## Work item
Nothing but the images should be left out when the entries are restated word for word.

┌─ Given records

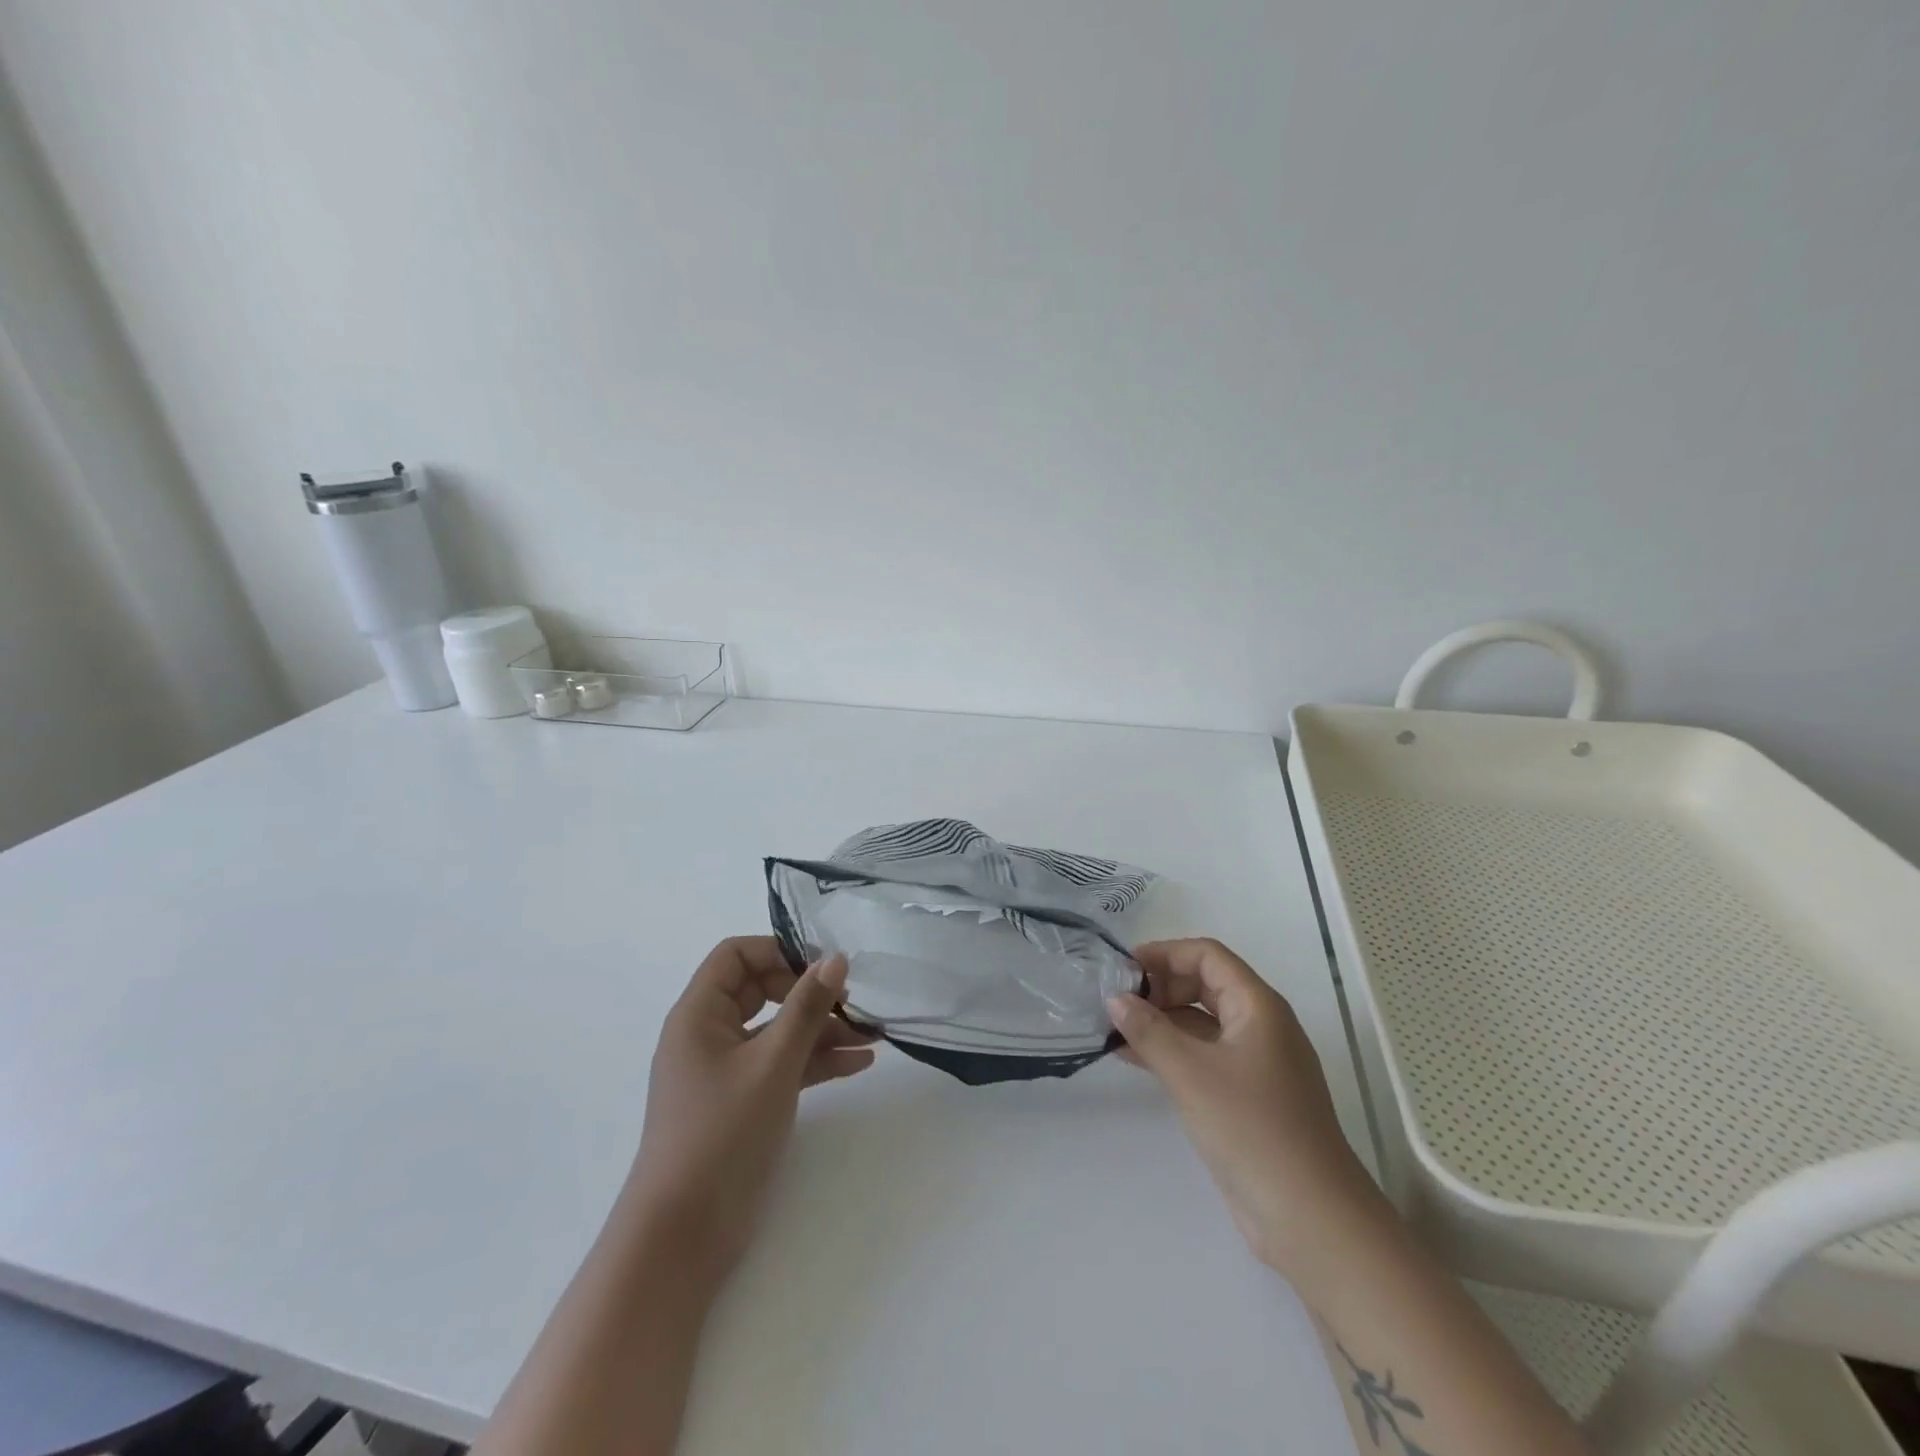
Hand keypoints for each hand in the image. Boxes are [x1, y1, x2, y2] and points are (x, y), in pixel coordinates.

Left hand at [626, 937, 875, 1289]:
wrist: (684, 1235)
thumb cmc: (722, 1132)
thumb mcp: (773, 1063)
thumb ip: (807, 1007)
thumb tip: (836, 958)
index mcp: (699, 1014)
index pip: (736, 955)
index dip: (778, 951)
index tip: (823, 965)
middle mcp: (709, 1034)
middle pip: (762, 990)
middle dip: (809, 993)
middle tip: (852, 1000)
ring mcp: (726, 1070)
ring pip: (778, 1031)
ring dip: (821, 1030)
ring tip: (872, 1034)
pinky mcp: (743, 1102)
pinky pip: (782, 1065)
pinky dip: (815, 1062)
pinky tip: (859, 1064)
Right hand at [1107, 938, 1378, 1277]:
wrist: (1312, 1220)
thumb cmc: (1253, 1130)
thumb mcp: (1191, 1074)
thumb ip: (1148, 1030)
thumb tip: (1115, 998)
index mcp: (1258, 1007)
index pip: (1207, 956)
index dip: (1164, 953)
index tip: (1123, 968)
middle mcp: (1261, 1026)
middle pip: (1205, 985)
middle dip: (1160, 987)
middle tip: (1116, 1003)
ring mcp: (1256, 1064)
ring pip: (1202, 1023)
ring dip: (1161, 1021)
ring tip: (1114, 1031)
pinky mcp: (1248, 1097)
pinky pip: (1204, 1056)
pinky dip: (1171, 1051)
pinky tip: (1134, 1060)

└─

## Task answer
Hand keypoints for each hand in the image. Boxes are [x1, y1, x2, y2] and points are (x, y), in pixel coordinates.

Left hand at [626, 937, 875, 1289]:
wrist: (684, 1235)
thumb cmc: (722, 1132)
thumb mcp: (773, 1063)
thumb ip: (807, 1007)
thumb tip: (836, 958)
index mcp: (699, 1014)
index pip: (736, 955)
index dip: (778, 951)
index tip: (823, 965)
middle mcp: (709, 1034)
middle pip: (762, 990)
middle dip: (809, 993)
middle tip: (852, 1000)
ring mcp: (726, 1070)
ring pip: (778, 1031)
ring dip: (821, 1030)
ring tip: (872, 1034)
pinky mcp: (743, 1102)
pinky pip: (782, 1065)
pinky dip: (815, 1062)
pinky tip: (859, 1064)
Right hand at [1107, 938, 1378, 1277]:
wrist: (1312, 1220)
thumb cmc: (1253, 1130)
thumb mcp: (1191, 1074)
thumb ip: (1148, 1030)
thumb tip: (1115, 998)
index mcp: (1258, 1007)
index pip: (1207, 956)
index dip: (1164, 953)
index tip: (1123, 968)
middle mcp: (1261, 1026)
middle pip: (1205, 985)
middle dip: (1160, 987)
middle tip: (1116, 1003)
ring mcp: (1256, 1064)
ring pip: (1202, 1023)
ring dip: (1161, 1021)
ring tip: (1114, 1031)
pinky mcp: (1248, 1097)
pinky pip: (1204, 1056)
pinky dip: (1171, 1051)
pinky tip: (1134, 1060)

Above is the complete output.